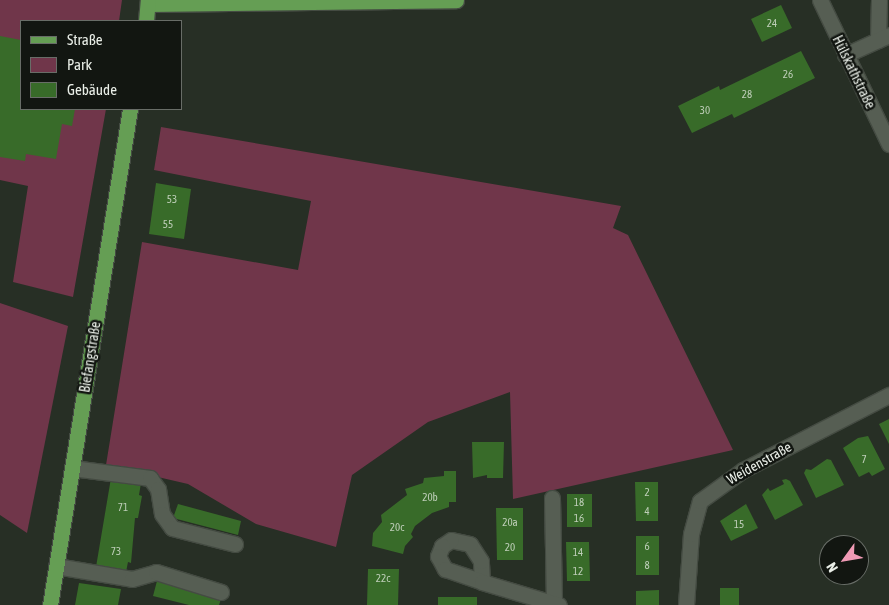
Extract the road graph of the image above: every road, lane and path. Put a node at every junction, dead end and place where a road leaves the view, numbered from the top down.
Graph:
1 (456, 0) edge
2 (820, 0) edge
3 (879, 0) edge
4 (148, 2) edge
5 (146, 20) edge
6 (884, 38) edge
7 (845, 55) junction
8 (130, 110) edge
9 (889, 144) edge
10 (889, 396) edge
11 (72, 468) junction
12 (552, 498) dead end
13 (235, 544) dead end
14 (56, 566) junction
15 (482, 582) dead end
16 (221, 592) dead end
17 (557, 604) edge
18 (50, 605) edge
19 (686, 605) edge

1 - 4 main road
2 - 7 street, Hülskathstraße
3 - 6 street
4 - 5 main road
6 - 7 street
7 - 9 street, Hülskathstraße
8 - 11 main road, Biefangstraße
10 - 19 street, Weidenstraße
11 - 13 street
11 - 14 main road, Biefangstraße
12 - 17 street
14 - 16 street
14 - 18 main road, Biefangstraße
15 - 17 street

__Work item__
When you write out the material again, keep every word exact and omit the pictures.

__Solved exercise__
Extract the road graph of the image above: every road, lane and path. Put a node at every junction, dead end and place where a road leaves the view, numbered from the top down.
Graph:
1 (456, 0) edge
2 (820, 0) edge
3 (879, 0) edge
4 (148, 2) edge
5 (146, 20) edge
6 (884, 38) edge
7 (845, 55) junction
8 (130, 110) edge
9 (889, 144) edge
10 (889, 396) edge
11 (72, 468) junction
12 (552, 498) dead end
13 (235, 544) dead end
14 (56, 566) junction
15 (482, 582) dead end
16 (221, 592) dead end
17 (557, 604) edge
18 (50, 605) edge
19 (686, 605) edge

1 - 4 main road
2 - 7 street, Hülskathstraße
3 - 6 street
4 - 5 main road
6 - 7 street
7 - 9 street, Hülskathstraße
8 - 11 main road, Biefangstraße
10 - 19 street, Weidenstraße
11 - 13 street
11 - 14 main road, Biefangstraße
12 - 17 street
14 - 16 street
14 - 18 main road, Biefangstraße
15 - 17 street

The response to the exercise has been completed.